Seriously, I am looking for a reason to study these things.
If we can never hope to come to ‘represent’ the world as-it-exists, then what is the point of carefully measuring things–e.g. taking blood samples, core samples, urine samples, etc–and putting all of our observations and measurements into notebooks, etc? What a waste of time!
If we can never hope to understand and represent objects ‘as they are,’ then why should anyone study the (so-called) natural sciences? We might as well just stop pouring money into these silly, naive disciplines. That money would be better spent elsewhere.
I hope I am just misinterpreting your views; but, I thought OOO was different from social constructivism, which is also sceptical about science, and feminist critiques of science, which make it seem as if science is somehow evil, wrong, ‘patriarchal’ and ‘masculinist,’ etc.
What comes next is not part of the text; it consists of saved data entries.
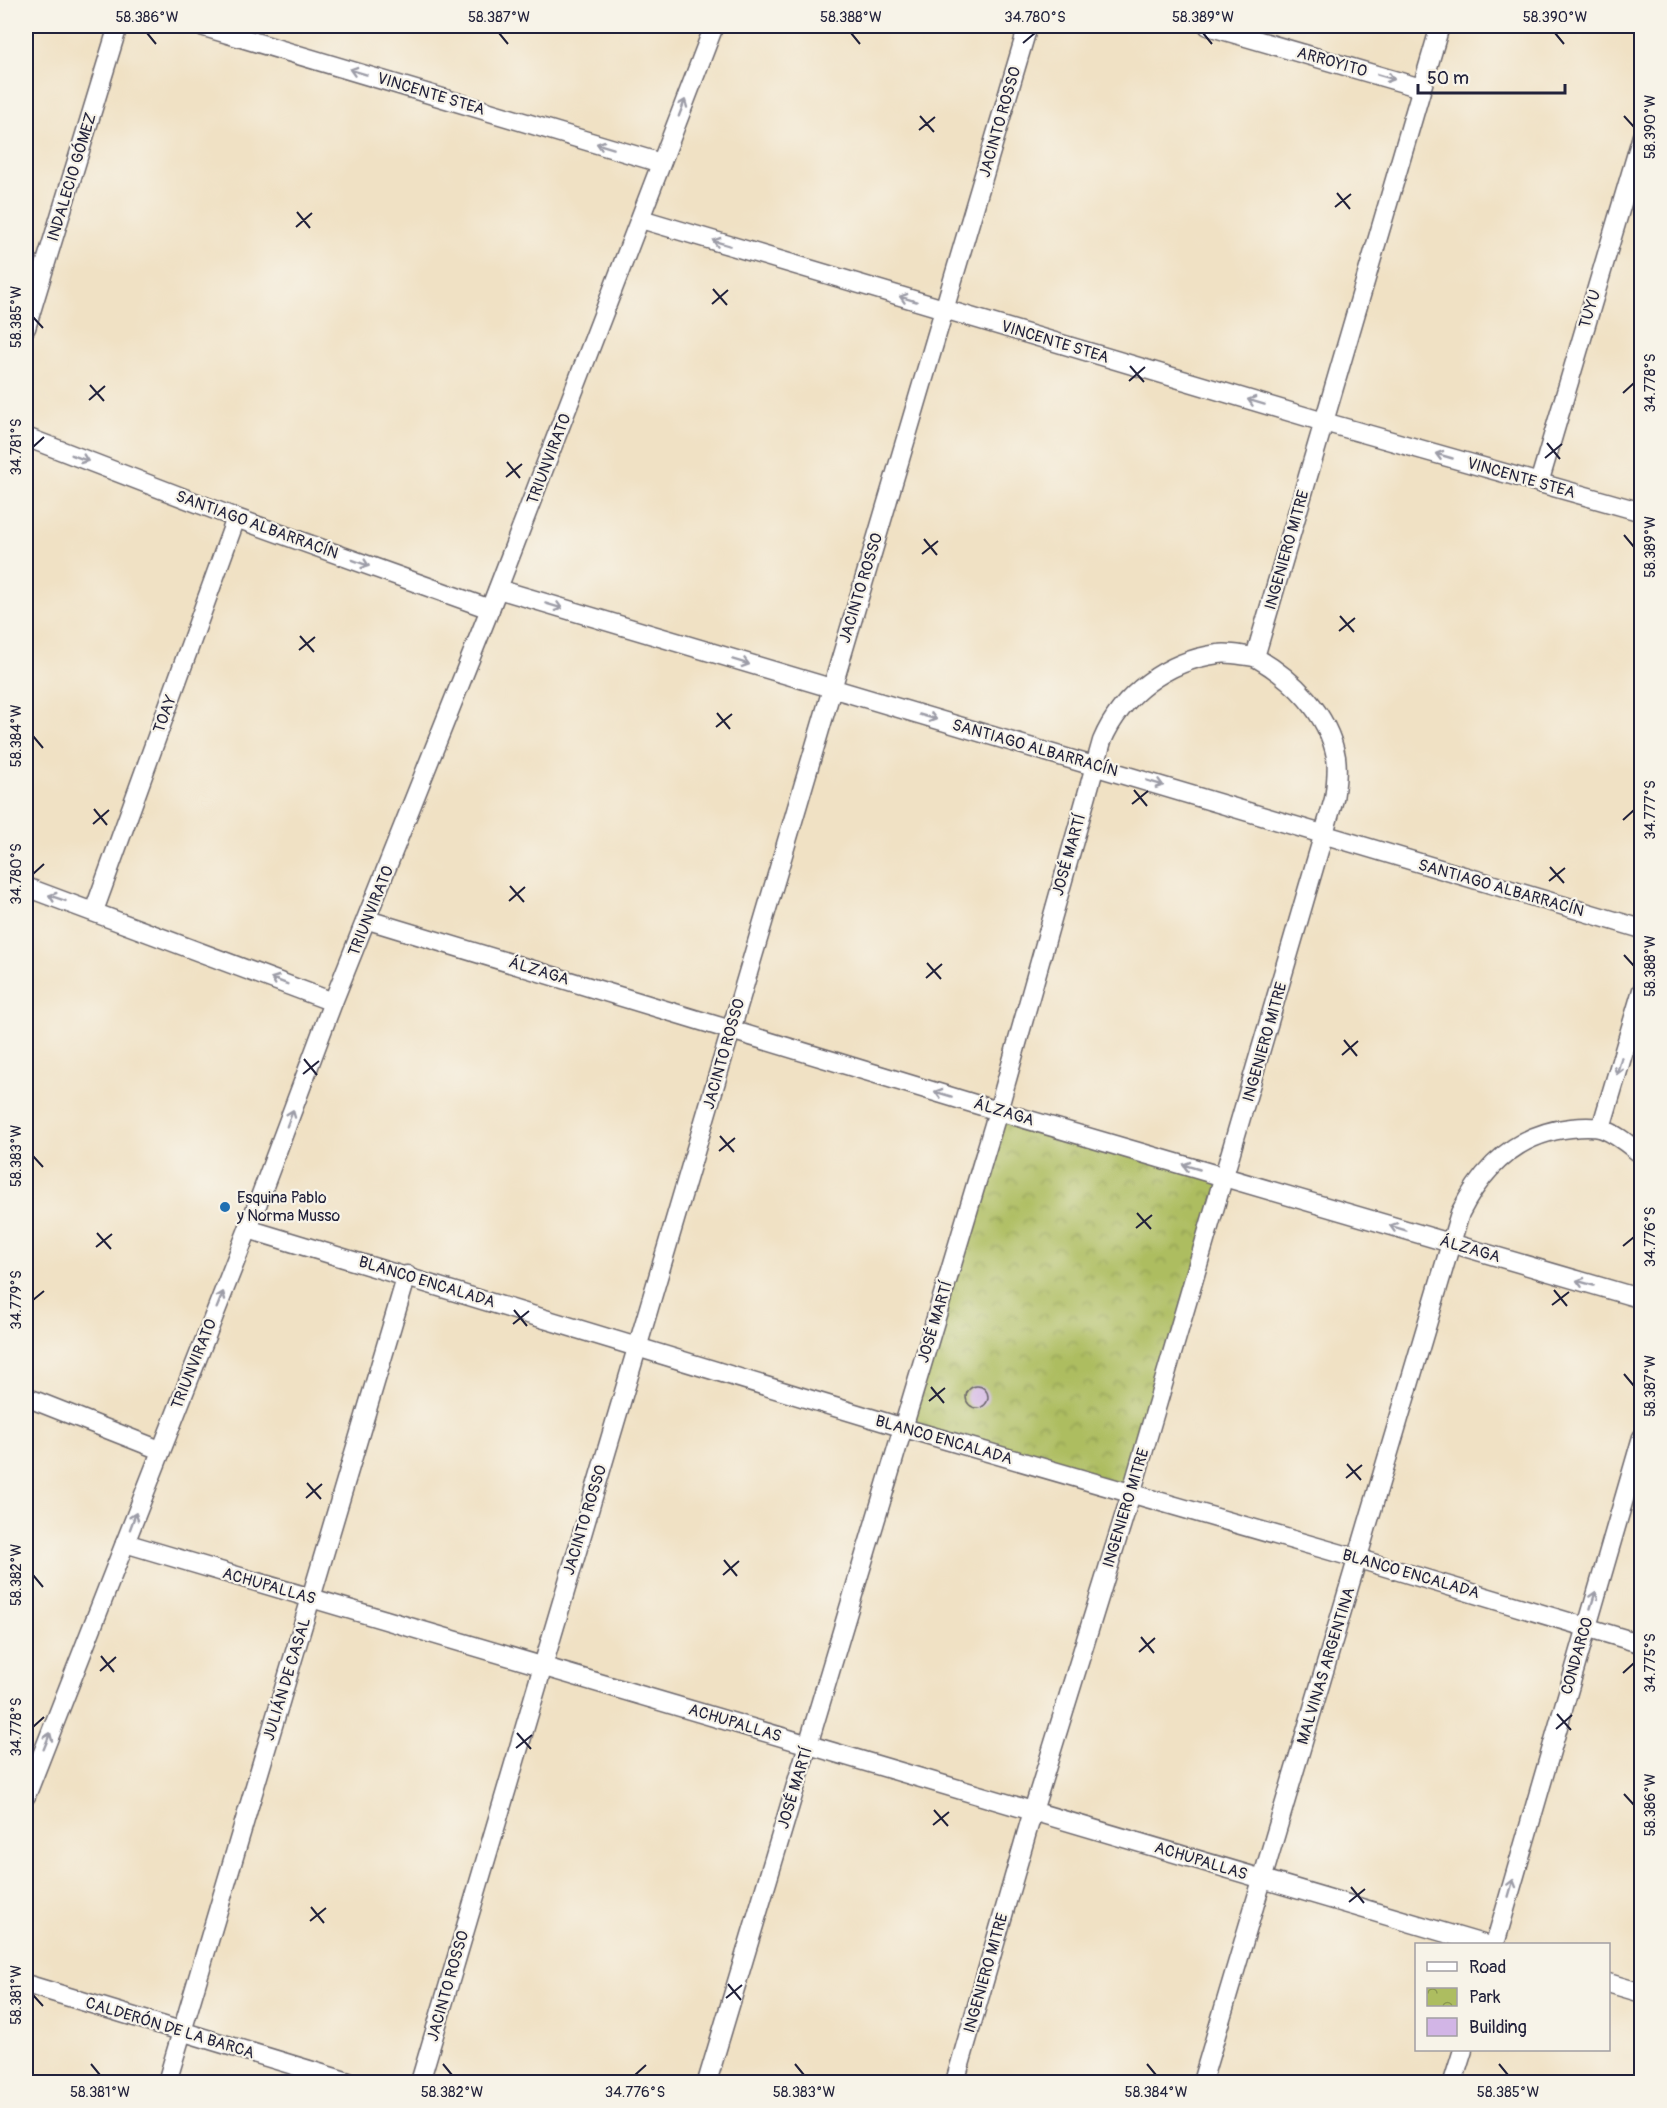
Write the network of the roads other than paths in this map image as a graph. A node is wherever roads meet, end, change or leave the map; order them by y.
1 (118, 26) edge
2 (201, 26) edge
3 (714, 26) edge
4 (1028, 26) edge
5 (1209, 26) edge
6 (1440, 26) edge
7 (1421, 88) junction
8 (1641, 136) edge
9 (661, 163) junction
10 (641, 219) junction
11 (946, 310) junction
12 (26, 328) edge
13 (1324, 422) junction
14 (26, 437) edge
15 (1539, 483) junction
16 (1641, 512) edge
17 (236, 518) junction
18 (498, 589) junction
19 (490, 609) junction
20 (1255, 657) junction
21 (831, 689) junction
22 (1094, 764) junction
23 (1325, 836) junction
24 (26, 886) edge
25 (94, 911) junction
26 (368, 920) junction
27 (1641, 929) edge
28 (1641, 990) edge
29 (333, 1002) junction
30 (732, 1029) junction
31 (998, 1111) junction
32 (1601, 1128) junction
33 (1641, 1155) edge
34 (1225, 1177) junction
35 (248, 1229) junction
36 (1450, 1244) junction
37 (407, 1275) junction
38 (1641, 1299) edge
39 (637, 1348) junction
40 (26, 1397) edge
41 (904, 1428) junction
42 (1641, 1437) edge
43 (160, 1450) junction
44 (1131, 1494) junction
45 (125, 1544) junction
46 (1359, 1559) junction
47 (311, 1598) junction
48 (1586, 1626) junction
49 (1641, 1644) edge
50 (542, 1665) junction
51 (808, 1744) junction
52 (26, 1796) edge
53 (1033, 1810) junction
54 (1261, 1879) junction
55 (1480, 1943) edge
56 (1495, 1943) edge
57 (26, 1984) edge
58 (1610, 1984) edge
59 (1641, 1993) edge
60 (182, 2032) junction
61 (1462, 2051) edge
62 (167, 2082) edge
63 (349, 2082) edge
64 (420, 2082) edge
65 (707, 2082) edge
66 (955, 2082) edge
67 (1202, 2082) edge
68 (1453, 2082) edge

1 - 12 street, INDALECIO GÓMEZ
9 -> 2 street, VINCENTE STEA
9 -> 3 street, TRIUNVIRATO
4 - 11 street, JACINTO ROSSO
5 -> 7 street, ARROYITO
6 - 7 street, INGENIERO MITRE
7 - 13 street, INGENIERO MITRE
8 - 15 street, TUYU
9 - 10 street, TRIUNVIRATO
11 -> 10 street, VINCENTE STEA
10 - 18 street, TRIUNVIRATO
13 -> 11 street, VINCENTE STEA
11 - 21 street, JACINTO ROSSO
15 -> 13 street, VINCENTE STEA
13 - 20 street, INGENIERO MITRE
14 -> 17 street, SANTIAGO ALBARRACÍN
15 - 16 street, VINCENTE STEA
17 -> 19 street, SANTIAGO ALBARRACÍN
17 - 25 street, TOAY
18 - 19 street, TRIUNVIRATO
18 -> 21 street, SANTIAGO ALBARRACÍN
19 - 26 street, TRIUNVIRATO
20 - 22 street, JOSÉ MARTÍ
20 - 23 street, INGENIERO MITRE
21 -> 22 street, SANTIAGO ALBARRACÍN
21 - 30 street, JACINTO ROSSO
22 -> 23 street, SANTIAGO ALBARRACÍN
22 - 31 street, JOSÉ MARTÍ
23 - 27 street, SANTIAGO ALBARRACÍN
23 - 34 street, INGENIERO MITRE
25 -> 24 street
29 -> 25 street
26 - 29 street, TRIUNVIRATO
26 - 30 street, ÁLZAGA
28 -> 32 street
35 -> 29 street, TRIUNVIRATO
31 -> 30 street, ÁLZAGA
30 - 39 street, JACINTO ROSSO
34 -> 31 street, ÁLZAGA
31 - 41 street, JOSÉ MARTÍ
32 - 33 street
32 - 36 street, MALVINAS ARGENTINA
36 -> 34 street, ÁLZAGA
34 - 44 street, INGENIERO MITRE
35 - 37 street, BLANCO ENCALADA
43 -> 35 street, TRIUNVIRATO
38 -> 36 street, ÁLZAGA
36 - 46 street, MALVINAS ARGENTINA
37 - 39 street, BLANCO ENCALADA
37 - 47 street, JULIÁN DE CASAL
39 - 41 street, BLANCO ENCALADA
39 - 50 street, JACINTO ROSSO
40 - 43 street
41 - 44 street, BLANCO ENCALADA
41 - 51 street, JOSÉ MARTÍ
48 -> 42 street, CONDARCO
45 -> 43 street, TRIUNVIRATO
44 - 46 street, BLANCO ENCALADA
44 - 53 street, INGENIERO MITRE
45 - 47 street, ACHUPALLAS
52 -> 45 street, TRIUNVIRATO
46 - 48 street, BLANCO ENCALADA
46 - 54 street, MALVINAS ARGENTINA
47 - 50 street, ACHUPALLAS
47 - 60 street, JULIÁN DE CASAL
48 - 49 street, BLANCO ENCALADA
56 -> 48 street, CONDARCO
50 - 51 street, ACHUPALLAS
50 - 64 street, JACINTO ROSSO
51 - 53 street, ACHUPALLAS
51 - 65 street, JOSÉ MARTÍ
53 - 54 street, ACHUPALLAS
53 - 66 street, INGENIERO MITRE
54 - 55 street, ACHUPALLAS
54 - 67 street, MALVINAS ARGENTINA
57 - 60 street, CALDERÓN DE LA BARCA
58 - 59 street
60 - 62 street, JULIÁN DE CASAL
60 - 63 street, CALDERÓN DE LA BARCA
61 - 68 street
Seriously, who wants to study something that is either ‘horribly, horribly evil’ or hopelessly naive?
If we can never hope to represent things as they REALLY exist, then what the hel* are we doing?
I’m in a bit of a hurry to get out of the door right now, so I’ll have to keep my response brief, but a couple of points are in order. My rejection of representation is not a rejection of knowledge. One of the central distinctions in my version of object-oriented ontology is the distinction between the virtual proper being of an object and the local manifestations of an object. The virtual proper being of an object is what is withdrawn and is that which can never be directly touched, encountered, or represented. The local manifestation of an object is the particular manner in which an object actualizes itself in the world in the form of qualities and properties. The point of this distinction is that an object can locally manifest itself in a variety of ways depending on the relations it enters into with other objects. However, none of these local manifestations exhausts the virtual proper being of an object.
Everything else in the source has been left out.